Koskinen’s authority came from his access to the machinery of the state, but his challenge was psychological. The scammers were not merely defrauding taxpayers; they were mimicking the posture of federal power better than many Americans understood federal power themselves. Koskinen had to translate a bureaucratic truth into consumer language. That meant acknowledging the limits of the IRS’s reach without sounding weak. In fraud prevention, credibility is not built by volume alone. It is built by consistency.
He emerged in this period as a public educator rather than a prosecutor. That may be the most revealing thing about the scam’s scale. If the IRS must spend time teaching citizens how to recognize its own voice, then the fraud has already colonized part of the civic imagination. Koskinen’s contribution was to make the agency visible as a set of procedures rather than an abstract threat.

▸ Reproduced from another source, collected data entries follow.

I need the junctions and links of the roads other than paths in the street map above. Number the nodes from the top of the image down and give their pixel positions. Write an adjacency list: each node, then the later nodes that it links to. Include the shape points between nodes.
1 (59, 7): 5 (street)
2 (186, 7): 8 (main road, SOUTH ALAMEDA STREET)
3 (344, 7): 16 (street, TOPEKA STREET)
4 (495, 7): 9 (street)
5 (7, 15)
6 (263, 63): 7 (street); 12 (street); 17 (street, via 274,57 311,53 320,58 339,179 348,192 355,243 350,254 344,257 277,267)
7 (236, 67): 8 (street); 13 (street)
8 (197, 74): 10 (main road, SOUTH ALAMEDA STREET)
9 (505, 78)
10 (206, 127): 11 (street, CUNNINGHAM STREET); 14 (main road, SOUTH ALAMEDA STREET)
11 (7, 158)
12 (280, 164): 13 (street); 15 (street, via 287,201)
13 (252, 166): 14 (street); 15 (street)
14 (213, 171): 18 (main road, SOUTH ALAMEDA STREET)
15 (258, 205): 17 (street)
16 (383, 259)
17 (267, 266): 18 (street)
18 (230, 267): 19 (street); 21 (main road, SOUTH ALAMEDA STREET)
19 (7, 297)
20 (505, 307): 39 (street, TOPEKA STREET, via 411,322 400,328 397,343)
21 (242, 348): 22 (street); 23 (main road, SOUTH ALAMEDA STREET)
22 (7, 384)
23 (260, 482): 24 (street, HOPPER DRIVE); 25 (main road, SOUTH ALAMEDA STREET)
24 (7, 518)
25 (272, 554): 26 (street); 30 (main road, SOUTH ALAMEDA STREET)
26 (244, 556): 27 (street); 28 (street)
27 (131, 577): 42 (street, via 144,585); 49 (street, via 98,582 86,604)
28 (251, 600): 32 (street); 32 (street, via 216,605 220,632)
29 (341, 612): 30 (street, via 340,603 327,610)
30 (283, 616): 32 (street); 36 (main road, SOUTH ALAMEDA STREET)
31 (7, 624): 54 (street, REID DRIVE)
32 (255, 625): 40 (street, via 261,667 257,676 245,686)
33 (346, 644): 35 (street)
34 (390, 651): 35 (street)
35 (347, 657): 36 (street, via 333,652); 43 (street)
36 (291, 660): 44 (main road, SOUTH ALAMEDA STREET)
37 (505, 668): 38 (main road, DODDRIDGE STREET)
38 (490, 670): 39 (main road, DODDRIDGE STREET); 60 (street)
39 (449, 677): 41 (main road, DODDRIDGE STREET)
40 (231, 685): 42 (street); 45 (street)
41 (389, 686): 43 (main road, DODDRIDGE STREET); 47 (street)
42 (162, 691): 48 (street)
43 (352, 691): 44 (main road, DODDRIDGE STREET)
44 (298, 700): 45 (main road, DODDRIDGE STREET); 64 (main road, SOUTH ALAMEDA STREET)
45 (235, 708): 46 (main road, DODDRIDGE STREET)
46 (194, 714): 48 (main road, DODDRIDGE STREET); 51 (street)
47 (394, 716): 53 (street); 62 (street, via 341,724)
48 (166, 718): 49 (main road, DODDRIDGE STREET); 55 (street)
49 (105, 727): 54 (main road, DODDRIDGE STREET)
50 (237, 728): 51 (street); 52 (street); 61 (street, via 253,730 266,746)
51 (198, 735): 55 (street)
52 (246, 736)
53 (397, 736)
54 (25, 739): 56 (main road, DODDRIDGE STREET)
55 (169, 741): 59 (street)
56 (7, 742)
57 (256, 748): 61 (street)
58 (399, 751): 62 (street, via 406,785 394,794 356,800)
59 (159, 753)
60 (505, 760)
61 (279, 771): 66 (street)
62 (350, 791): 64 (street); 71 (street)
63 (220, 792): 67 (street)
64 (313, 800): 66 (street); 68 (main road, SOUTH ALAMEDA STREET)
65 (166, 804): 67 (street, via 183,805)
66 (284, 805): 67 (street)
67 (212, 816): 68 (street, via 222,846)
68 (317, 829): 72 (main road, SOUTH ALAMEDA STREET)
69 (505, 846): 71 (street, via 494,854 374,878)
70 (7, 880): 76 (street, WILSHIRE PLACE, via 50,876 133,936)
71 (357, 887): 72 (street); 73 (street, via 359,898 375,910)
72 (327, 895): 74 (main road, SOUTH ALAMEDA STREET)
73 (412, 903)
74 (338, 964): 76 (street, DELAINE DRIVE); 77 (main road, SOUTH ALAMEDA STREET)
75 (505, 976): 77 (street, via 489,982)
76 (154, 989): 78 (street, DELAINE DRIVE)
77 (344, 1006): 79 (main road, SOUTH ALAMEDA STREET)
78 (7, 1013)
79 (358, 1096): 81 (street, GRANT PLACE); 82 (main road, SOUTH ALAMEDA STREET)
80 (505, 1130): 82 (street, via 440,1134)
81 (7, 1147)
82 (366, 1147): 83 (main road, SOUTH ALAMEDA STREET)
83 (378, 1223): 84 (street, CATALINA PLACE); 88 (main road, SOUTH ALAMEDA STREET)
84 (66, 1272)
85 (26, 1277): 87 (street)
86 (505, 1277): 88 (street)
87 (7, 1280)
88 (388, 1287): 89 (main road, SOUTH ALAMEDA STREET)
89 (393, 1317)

He was also operating inside a political environment that did not reward nuance. The IRS is often a lightning rod, and scammers exploited that preexisting dread. Koskinen’s public warnings tried to separate legitimate enforcement from criminal mimicry. The job required patience, and patience is rarely celebrated. But in a fraud ecosystem built on panic, patience is a form of resistance.
Koskinen is a reminder that anti-fraud work is often less about catching one villain than about restoring the public’s ability to verify reality before acting. In that sense, his legacy in this story is not a single case or arrest, but the steady effort to make the government intelligible again when criminals had turned its name into a weapon.